Dern completed her work on "Focus" and "Novocaine" last year and also appears in "I Am Sam," a drama starring Sean Penn, which opens next month. In an era when many would agree that fully realized female film roles have been in short supply, Dern has certainly had her fair share. This is due in part to her willingness to take on unconventional--and sometimes even unsympathetic--characters, from her Oscar-nominated performance in "Rambling Rose" (1991) to the amoral "Citizen Ruth" (1996) to her appearance in the 1994 coming-out episode of the sitcom "Ellen," which earned her an Emmy nomination.

"I was raised in the '70s, and the performances and films that inspired me were movies about unexpected heroes," Dern, 34, recalls, "such as 'Norma Rae' and 'Julia' and 'Alice Doesn't Live Here Anymore'"--which co-starred Dern's mother, Diane Ladd, and in which the 7-year-old Laura (whose father is actor Bruce Dern) made her brief on-screen debut. "These were unlikely, flawed protagonists--and they were women. I loved that."

At first glance, Jean Noble, Dern's character in "Novocaine," appears flawless. Her outfits are color-coordinated from top to bottom. Even her mascara matches the hue du jour. And, as befits a dental hygienist engaged to be married to boss Frank Sangster (Steve Martin), she's got picket-fence-straight, gleaming white teeth. The prosthetic choppers were designed, according to writer-director David Atkins, along the lines of "Farrah Fawcett circa 'Charlie's Angels.'" And she's got the big, bouncy hair to match, too.

But there's a flip side to Jean, and it eventually becomes clear that underneath the picture-perfect facade she is a bundle of insecurities desperate to maintain control--whatever the cost. "She's a hoot," Dern remarks about her on-screen persona. "Jean is so wonderfully self-absorbed. She's this seemingly together woman who has to be in control of absolutely everything."

The actress was admittedly a bit disturbed when she learned Atkins had written the role with her in mind. "God only knows what twisted thing I did in the movies that made him think I was right for it."

Explains Atkins: "I envisioned Laura's character as a cross between the roles she played in 'Blue Velvet' and 'Wild at Heart,' with the added touch that she was an obsessive-compulsive dental hygienist control freak. And what was amazing was that when I sat down and met with Laura for the first time, we started talking and within five minutes, in front of my eyes, she transformed into the character. Suddenly she became Jean Noble."

Dern adds, "I think what David wanted was someone to be without fear, in terms of trying to find a way to make Jean extremely neurotic without giving away the story too much. It's such an interesting time to be focusing on issues like fear and control, because none of us can control anything these days.

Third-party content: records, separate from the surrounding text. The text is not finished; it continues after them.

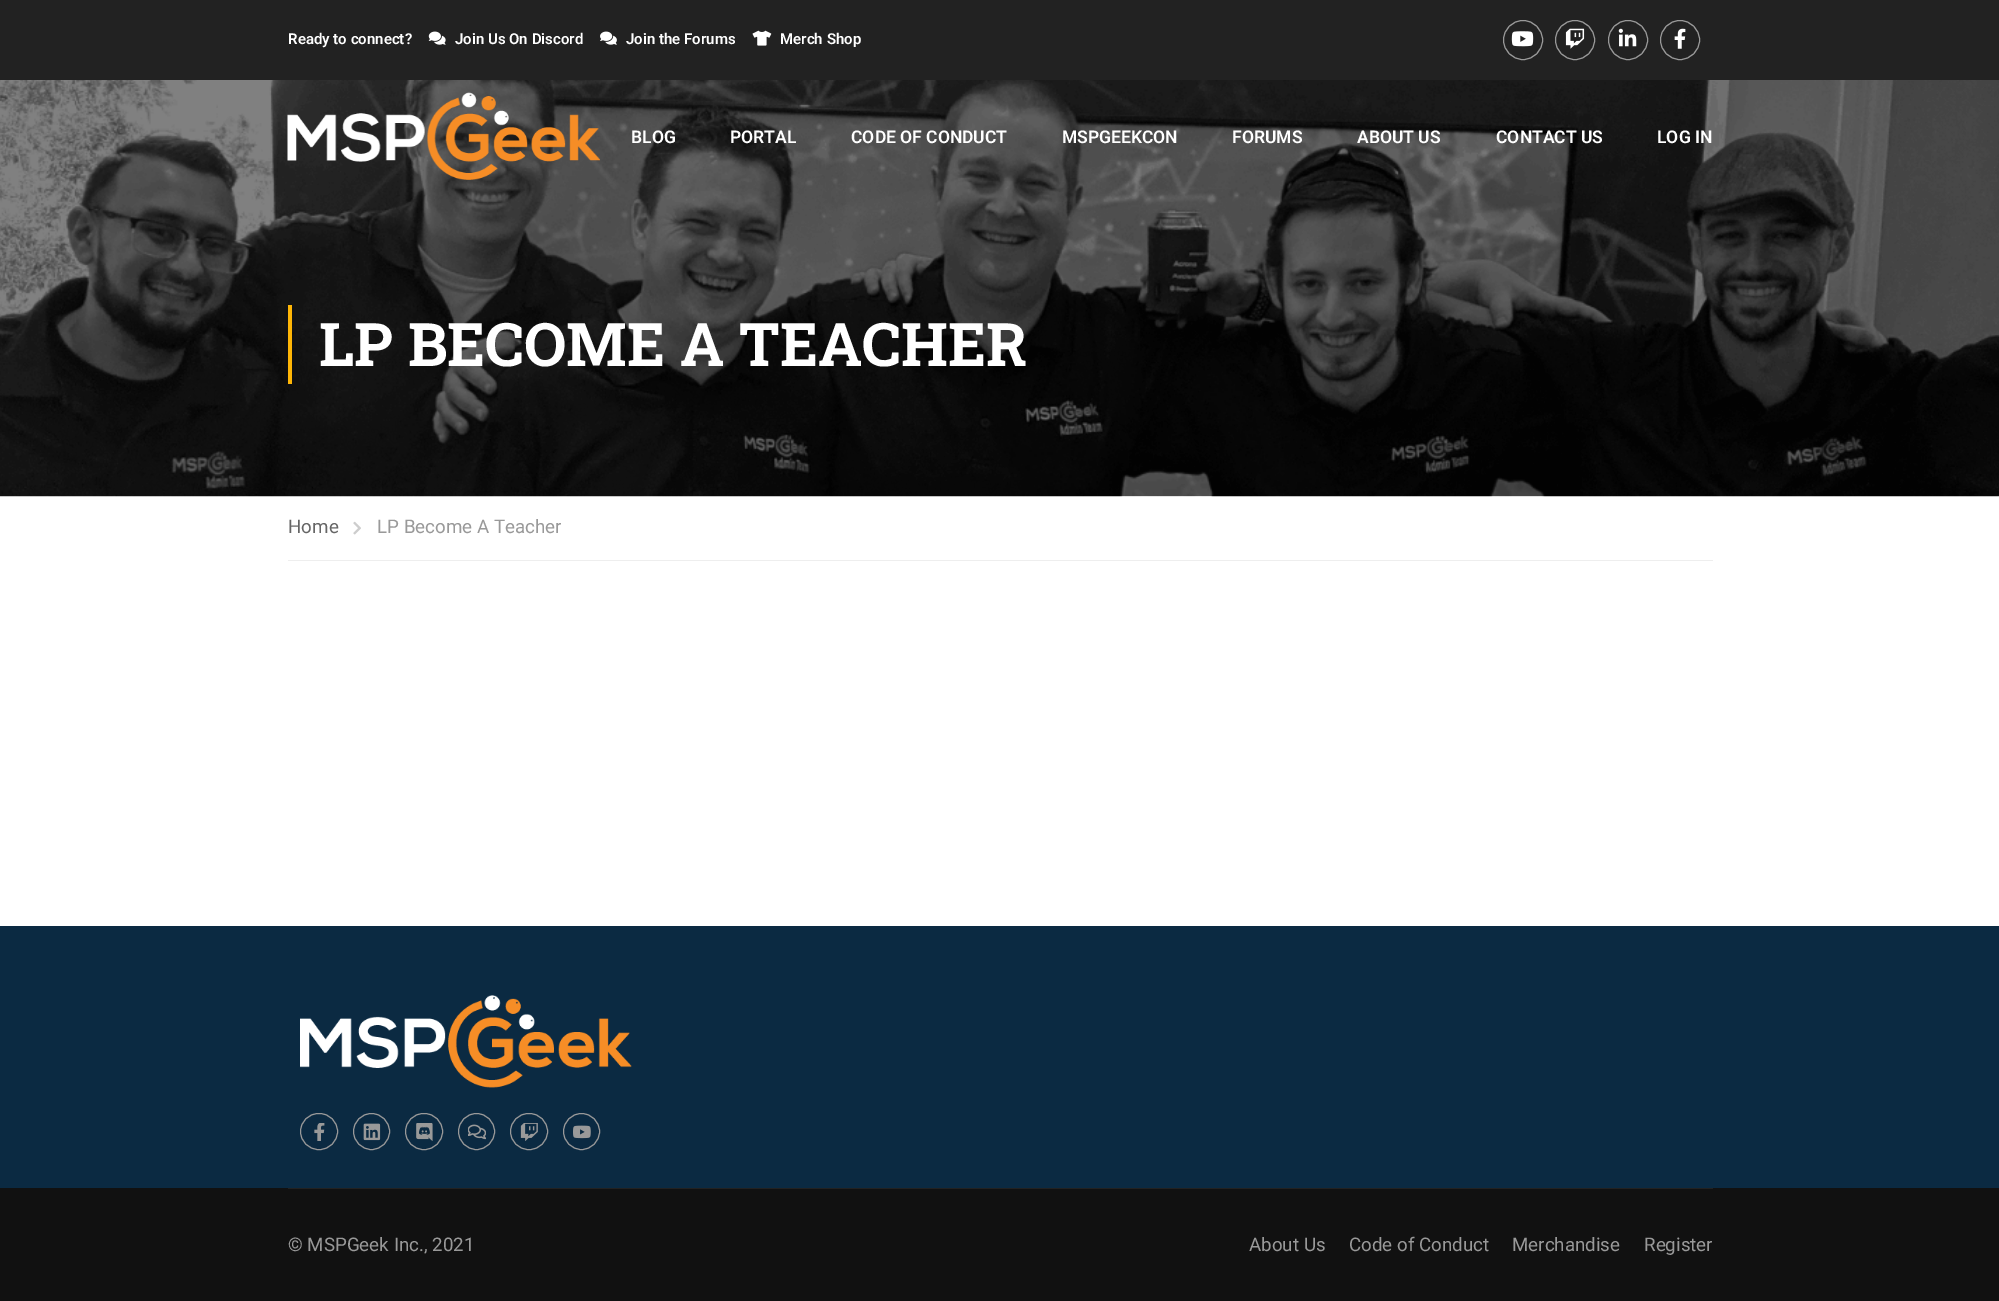 %!PS
<< /PageSize [1999 1301] >> setpagedevice
/rgb { 3 { 255 div 3 1 roll } repeat setrgbcolor } def
/font { [ exch dup neg 0 0 3 -1 roll 0 0 ] selectfont } def
/text { moveto show } def
/circle { newpath 0 360 arc closepath } def
/roundrect { 5 dict begin { /r /h /w /y /x } { exch def } forall
  x r add y moveto x w add y 2 copy h add r arct x w add y h add x 1 index r arct
  x y h add x y r arct x y 2 copy exch w add exch r arct closepath end } def
/picture { 5 dict begin { /h /w /y /x /name } { exch def } forall
  gsave x y translate w h scale
  w h 8 [w 0 0 h 0 0] name (r) file false 3 colorimage grestore end } def
0 1301 translate 1 -1 scale
4 setmiterlimit
255 255 255 rgb
0 0 1999 1301 rectfill
34 34 34 rgb
0 0 1999 80 rectfill
(img_01.rgb) 428 31 18 14 picture
(img_02.rgb) 600 31 17 14 picture
(img_03.rgb) 752 30 20 16 picture
153 153 153 rgb
1523 40 19.5 circle stroke
(img_04.rgb) 1511 31 23 16 picture
1575 40 19.5 circle stroke
(img_05.rgb) 1565 28 20 21 picture
1628 40 19.5 circle stroke
(img_06.rgb) 1618 28 19 19 picture
1680 40 19.5 circle stroke
(img_07.rgb) 1674 28 12 21 picture
(img_09.rgb) 0 80 1999 417 picture
(img_08.rgb) 287 92 313 88 picture
255 182 6 rgb
288 305 4 79 rectfill
238 238 238 rgb
288 560 1425 1 rectfill
(img_10.rgb) 353 521 8 14 picture
11 42 66 rgb
0 926 1999 262 rectfill
(img_11.rgb) 300 995 332 93 picture
153 153 153 rgb
300.5 1113.5 37 36 18 roundrect stroke
(img_12.rgb) 314 1123 11 18 picture
371.5 1131.5 18 circle stroke
(img_13.rgb) 363 1123 18 18 picture
405.5 1113.5 37 36 18 roundrect stroke
(img_14.rgb) 416 1123 17 18 picture
476.5 1131.5 18 circle stroke
(img_15.rgb) 468 1124 18 16 picture
510.5 1113.5 37 36 18 roundrect stroke
(img_16.rgb) 520 1123 18 18 picture
581.5 1131.5 18 circle stroke
(img_17.rgb) 573 1125 18 14 picture
17 17 17 rgb
0 1188 1999 113 rectfill
34 34 34 rgb
288 1188 1425 1 rectfill
/Roboto-SemiBold 15 font
255 255 255 rgb
(Ready to connect?) 288 44 text
(Join Us On Discord) 455 44 text
(Join the Forums) 626 44 text
(Merch Shop) 780 44 text
/Roboto-SemiBold 17.5 font
(BLOG) 631 143 text
(PORTAL) 730 143 text
(CODE OF CONDUCT) 851 143 text
(MSPGEEKCON) 1062 143 text
(FORUMS) 1232 143 text
(ABOUT US) 1357 143 text
(CONTACT US) 1496 143 text
(LOG IN) 1657 143 text
/RobotoSlab-Bold 60 font
(LP BECOME A TEACHER) 319 366 text
/Roboto-Regular 18.75 font
102 102 102 rgb
(Home) 288 533 text
153 153 153 rgb
(LP Become A Teacher) 377 533 text
(© MSPGeek Inc., 2021) 288 1251 text
(About Us) 1249 1251 text
(Code of Conduct) 1349 1251 text
(Merchandise) 1512 1251 text
(Register) 1644 1251 text
showpage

"I love taking on characters that scare me," Dern says. "But I've never really had a passion to be in a movie that scares me," she continues, drawing a distinction that perhaps explains why audiences haven't seen her struggling through a woman-in-jeopardy genre film. Dern is best known for her work in independent features, her starring role in "Jurassic Park" (1993) and brief appearance in "Jurassic Park 3" notwithstanding.

"It's certainly not a case of, 'Oh I work in the independent world because it's better,' because I don't think that's necessarily the case," she says. "I've always done both studio and independent films, and I hope to always continue to do both. But from the beginning of my career I've been a fan of independent movies, because often it's a world that's more risk-taking."